2. Find a gallery less visited, and roam. While the special exhibitions attract crowds, and with good reason, kids tend to need their space, and many rooms in the permanent collections offer vast (carpeted) spaces. Visit the museum’s impressive collection of Egyptian art, masks, modern American art, and textiles.
3. Use the Museum’s kids and family page to create a scavenger hunt for school-aged children, or create one of your own (for toddlers and preschoolers). Include barnyard animals, musical instruments, flowers, children, masks, etc. Make sure you do a bit of research beforehand to find the rooms containing some of the items on your list if you’re making one from scratch.

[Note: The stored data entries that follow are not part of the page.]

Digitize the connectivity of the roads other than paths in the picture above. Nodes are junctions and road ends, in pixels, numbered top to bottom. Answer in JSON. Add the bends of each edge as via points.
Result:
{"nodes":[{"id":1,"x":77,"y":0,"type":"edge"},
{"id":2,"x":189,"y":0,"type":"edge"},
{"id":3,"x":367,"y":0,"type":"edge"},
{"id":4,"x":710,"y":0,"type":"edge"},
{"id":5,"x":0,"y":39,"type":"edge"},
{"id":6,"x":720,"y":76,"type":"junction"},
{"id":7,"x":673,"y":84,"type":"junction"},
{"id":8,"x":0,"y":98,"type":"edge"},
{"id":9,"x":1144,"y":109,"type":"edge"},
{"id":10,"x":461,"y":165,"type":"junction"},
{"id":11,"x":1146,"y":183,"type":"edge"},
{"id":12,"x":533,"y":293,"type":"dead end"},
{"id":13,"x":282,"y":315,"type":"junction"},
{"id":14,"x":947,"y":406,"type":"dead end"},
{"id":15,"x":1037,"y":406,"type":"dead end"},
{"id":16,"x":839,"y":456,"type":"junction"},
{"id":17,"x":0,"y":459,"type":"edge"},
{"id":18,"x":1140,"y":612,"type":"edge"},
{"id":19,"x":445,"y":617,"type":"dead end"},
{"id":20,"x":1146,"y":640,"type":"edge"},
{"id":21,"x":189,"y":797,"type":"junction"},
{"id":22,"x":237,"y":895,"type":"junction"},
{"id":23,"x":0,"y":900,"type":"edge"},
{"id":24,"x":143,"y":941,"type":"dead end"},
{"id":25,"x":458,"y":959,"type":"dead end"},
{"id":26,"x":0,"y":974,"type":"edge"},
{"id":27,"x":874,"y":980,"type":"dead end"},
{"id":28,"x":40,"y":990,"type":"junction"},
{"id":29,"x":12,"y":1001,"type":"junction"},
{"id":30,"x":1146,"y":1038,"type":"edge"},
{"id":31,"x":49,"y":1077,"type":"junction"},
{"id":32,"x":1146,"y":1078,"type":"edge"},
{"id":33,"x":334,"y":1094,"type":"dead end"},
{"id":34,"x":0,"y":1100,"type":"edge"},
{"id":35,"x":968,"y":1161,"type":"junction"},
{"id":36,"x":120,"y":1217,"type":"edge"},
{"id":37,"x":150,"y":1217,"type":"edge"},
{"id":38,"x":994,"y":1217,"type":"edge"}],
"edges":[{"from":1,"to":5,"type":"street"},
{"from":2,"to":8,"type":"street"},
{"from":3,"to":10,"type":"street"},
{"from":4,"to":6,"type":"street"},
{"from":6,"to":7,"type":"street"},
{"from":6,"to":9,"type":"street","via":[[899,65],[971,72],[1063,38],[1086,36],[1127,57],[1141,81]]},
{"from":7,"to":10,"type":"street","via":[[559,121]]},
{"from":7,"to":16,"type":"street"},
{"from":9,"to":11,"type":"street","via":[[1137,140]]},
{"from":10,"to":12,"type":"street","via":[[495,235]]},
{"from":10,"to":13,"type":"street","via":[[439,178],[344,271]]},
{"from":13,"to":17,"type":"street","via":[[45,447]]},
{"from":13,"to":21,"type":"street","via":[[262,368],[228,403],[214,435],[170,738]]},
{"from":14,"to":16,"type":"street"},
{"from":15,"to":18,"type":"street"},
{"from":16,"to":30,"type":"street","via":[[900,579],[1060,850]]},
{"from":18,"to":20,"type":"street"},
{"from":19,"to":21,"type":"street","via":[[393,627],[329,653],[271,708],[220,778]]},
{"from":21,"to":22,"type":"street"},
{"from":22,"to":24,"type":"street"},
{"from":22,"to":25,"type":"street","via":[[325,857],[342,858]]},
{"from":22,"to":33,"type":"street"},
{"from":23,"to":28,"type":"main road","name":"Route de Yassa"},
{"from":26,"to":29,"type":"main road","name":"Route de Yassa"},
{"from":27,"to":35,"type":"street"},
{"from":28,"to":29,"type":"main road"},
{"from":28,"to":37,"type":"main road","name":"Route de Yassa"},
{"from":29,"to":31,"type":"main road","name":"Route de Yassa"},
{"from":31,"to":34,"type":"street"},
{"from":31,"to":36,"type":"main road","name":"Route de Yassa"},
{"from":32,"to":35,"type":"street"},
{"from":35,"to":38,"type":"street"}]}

4. Visit the family art cart for interactive goodies, puzzles, and resources, designed for ages 4 and up to enjoy. Tote bags include a sketch book and colored pencils for kids to draw their own likenesses of what they see.
July-Aug: Wed., Sat., Sun, 10am-4pm
Oct-June: Sat. and Sun. only, 10am-4pm
5. Visit your old favorites or your new ones. Mine live in the European galleries, and include Rembrandt and Monet. Ask kids questions about what they see.
Five Things to Know:
1. Food and drink are allowed only in the museum’s designated dining spaces. Put sippy cups away when you’re in the galleries themselves.
2. Strollers are permitted, but this is a good place to use an umbrella stroller and not a larger one. It can get crowded.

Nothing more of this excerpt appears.